GABRIELE BASILICO, LIBRO 'ARCHITETTURE, CITTA', VISIONI'
Riflessioni sulla fotografia
Agostino Maiello, ottobre 2015

Giugno 1998. Avevo iniziato a fotografare da pochi mesi e, oltre a non sapere quasi nulla di tecnica fotografica, ero a digiuno anche di storia della fotografia; né conoscevo gli autori più rappresentativi in circolazione. Stavo insomma muovendo i miei primi, primissimi passi nel mondo della fotografia e, come in tutti i percorsi formativi, guardando oggi il mio ravviso a posteriori la compresenza di metodo e casualità, ragione ed istinto. E fu per l'appunto il caso a farmi cadere l'occhio, una domenica pomeriggio a casa dei nonni, su un trafiletto del quotidiano "Il Mattino" (di Napoli), che non avevo l'abitudine di comprare (lo leggevo solo la domenica dai parenti!). Il trafiletto dava notizia di un incontro con il fotografo Gabriele Basilico presso uno studio fotografico cittadino, con annessa proiezione di alcune sue immagini.
Di Basilico ignoravo del tutto l'esistenza (vedi alla voce "ignoranza crassa"), ma sentivo che la fotografia di architettura, qualunque cosa ciò significasse, esercitava su di me un fascino sottile, attirandomi, come genere fotografico, assai più delle scontatissime femmene annure, pardon, fanciulle desnude, tanto tipiche dei fotoamatori alle prime armi (e spesso anche seconde e terze).
Decisi dunque di andarci, e così feci. Basilico, un signore affabile e dai modi garbati, parlò per un paio d'ore, proiettando una serie di diapositive bianconero (Agfa Scala, chi se la ricorda?). Edifici, ciminiere, incroci stradali, scorci urbani, porti: una dopo l'altra le immagini mi conquistarono con la loro eleganza, la loro compostezza, la bellezza semplice non superficiale e men che meno occasionale: bensì articolata e resa tale da una qualità sottile, che allora non riuscivo a verbalizzare né ad afferrare del tutto ma che le osservazioni di Basilico su ogni singola immagine mi aiutavano via via a cogliere.
Uscii da quell'incontro con una maggiore consapevolezza di cosa mi sarebbe piaciuto (saper) fotografare, e felice di aver potuto gettare uno sguardo, per quanto acerbo e timido, su quell'universo di esperienze e concetti che sostanziano il rapporto tra il fotografo, il soggetto da raccontare, ed il linguaggio utilizzato.

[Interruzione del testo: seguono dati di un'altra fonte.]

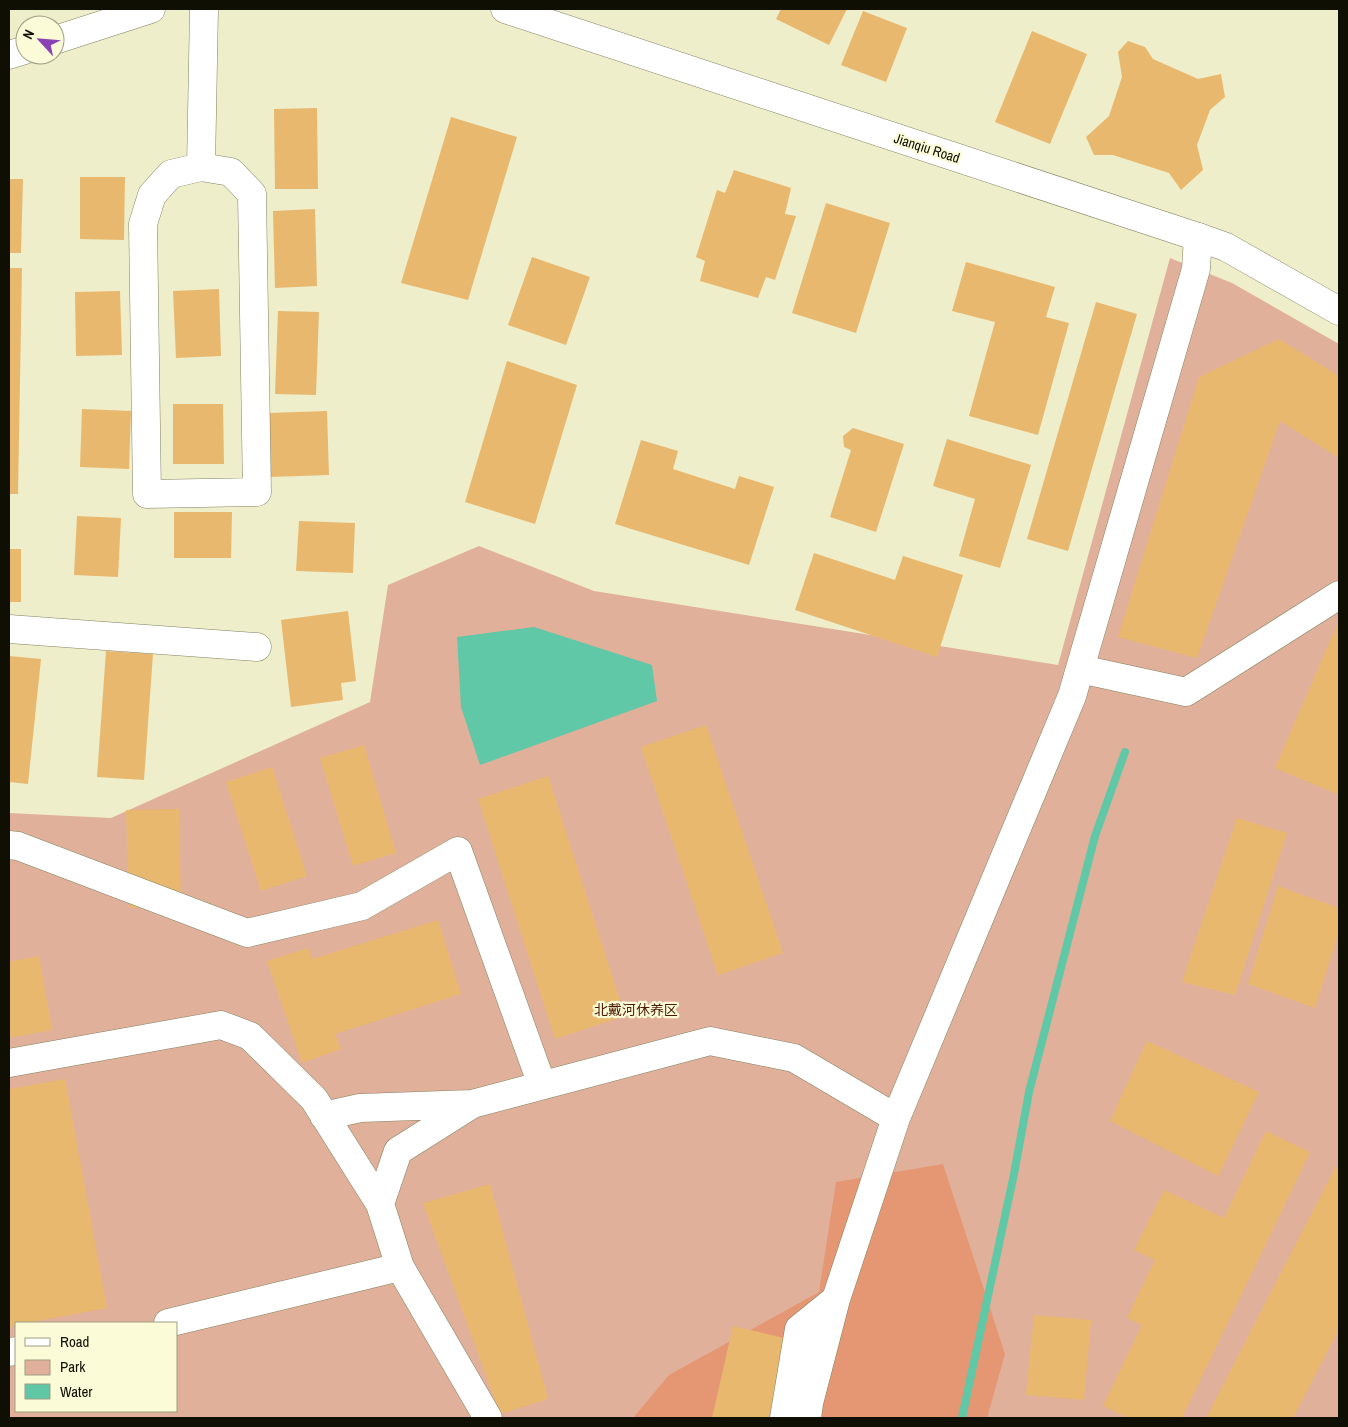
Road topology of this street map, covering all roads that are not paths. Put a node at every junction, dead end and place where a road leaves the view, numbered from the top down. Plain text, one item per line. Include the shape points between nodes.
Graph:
1 (151, 9) edge
2 (204, 9) edge
3 (505, 9) edge
4 (65, 37) edge
5 (201, 167) junction
6 (1198, 237) junction
7 (1339, 311) edge
8 (1339, 594) edge
9 (9, 629) edge
10 (257, 647) dead end
11 (1080, 669) junction
12 (9, 845) edge
13 (9, 1064) edge
14 (542, 1085) junction
15 (472, 1104) junction
16 (324, 1116) junction
17 (896, 1118) junction
18 (380, 1204) junction
19 (400, 1267) junction
20 (836, 1299) junction
21 (172, 1322) edge
22 (488, 1418) edge
23 (784, 1418) edge
24 (807, 1418) edge

1 - 4 street
2 - 5 street
3 - 6 street, Jianqiu Road
5 - 5 street via 171,174 152,195 143,224 147,494 257,492 252,194 231,172
6 - 7 street, Jianqiu Road via 1226,247
6 - 11 street via 1196,269
8 - 11 street via 1186,692
9 - 10 street
11 - 17 street via 1072,696
12 - 14 street via 247,933 362,906 458,851
13 - 16 street via 221,1025 250,1036 314,1099
14 - 15 street
14 - 17 street via 710,1041 794,1058
15 - 16 street via 360,1108
15 - 18 street via 398,1151
16 - 18 street
17 - 20 street
18 - 19 street
19 - 21 street
19 - 22 street
20 - 23 street via 799,1329
20 - 24 street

Sono passati tanti anni, ma ho ancora da parte l’email con cui raccontavo l’esperienza ad un certo Rino Giardiello: <Ah, per caso hai mai sentito parlare di un fotografo che si chiama Gabriele Basilico? [sic] Sono stato ad una sua proiezione di dia, lunedì scorso, e mi ha molto ben impressionato.> (Dal che si deduce che ero sì una capra nel non conoscere Basilico, ma non così tanto da non accorgermi di come fosse un fotografo di prim’ordine).
E, ancora: <Un paio di domeniche fa mi capitò di leggere sul giornale che ogni lunedì pomeriggio, presso uno studio fotografico a Piazza Plebiscito (lo Studio Parisio), si svolgevano i cosiddetti "Lunedì della fotografia": incontri con fotografi professionisti con dibattiti e proiezioni. E quel lunedì c'era appunto Basilico, del quale non sapevo nulla. Ha proiettato un centinaio di dia b/n, tutti paesaggi urbani, divise fra Milano, Palermo e Nizza. Alcune erano veramente straordinarie. Penso di averlo anche un po' colpito quando ho fatto dei commenti su alcune sue "doppie immagini" (certe diapositive erano, in realtà, due scatti leggermente diversi dello stesso soggetto disposti uno di fianco all'altro), osservando che la doppia visione che lui richiede allo spettatore non è né di tipo "stereoscopico" né di tipo "dinamico" (prima e dopo), ma è qualcosa di istantaneo e globale. Non so se mi sono spiegato, comunque come dicevo lui ha apprezzato la mia valutazione, e la cosa mi ha alquanto inorgoglito (perché negarlo?).>

E dopo aver descritto le circostanze in cui l’ho scoperto, veniamo all’oggi, o meglio al 2007, quando esce il volumetto di cui si occupa questo scritto. Nato partendo da conversazioni e da vari scritti, e corredato da una cinquantina di fotografie, contiene quattordici testi che ripercorrono a grandi linee il percorso artistico di Basilico, dai primi studi di Architettura a Milano fino alla ribalta internazionale. Il filo conduttore non è tanto quello della biografia, bensì l’illustrare come, negli anni, Basilico abbia maturato e sviluppato il suo approccio alla visione, e come abbia dato sostanza, con l’esperienza, ad uno specifico modo di rapportarsi allo spazio (quasi sempre urbano) da raccontare e fotografare. Abbiamo dunque le sue osservazioni su quella che definisce l’ipervisibilità della luce, e il voler seguire consapevolmente un percorso fotografico differente dall’abituale emulazione di maestri quali Cartier-Bresson e, in generale, del reportage di scuola Magnum: si passa cioè dal “momento decisivo” alla “lentezza dello sguardo”, con l’intento di “voler cogliere nell’immagine tutti i particolari, fino alla complessità delle cose che, a una minuziosa osservazione, il paesaggio poteva restituire”.
Il maturare del rapporto tra il fotografo e lo spazio, l’abitudine a percorrere in maniera ripetuta i luoghi da raccontare, così da accumulare più o meno coscientemente nella memoria un bagaglio di immagini - non scattate, ma viste - che poi, inevitabilmente, finiscono con lo giocare un ruolo al momento dello scatto, la scelta di usare apparecchi in grande formato con la lenta operatività che ne consegue: sono tutti aspetti di un percorso artistico e di consapevolezza sui quali Basilico non si risparmia e, in un linguaggio piano ed accessibile, racconta al lettore quali sono stati i motivi e le contingenze che lo hanno spinto ad intraprendere, progetto dopo progetto, determinati percorsi alla ricerca di una visione personale.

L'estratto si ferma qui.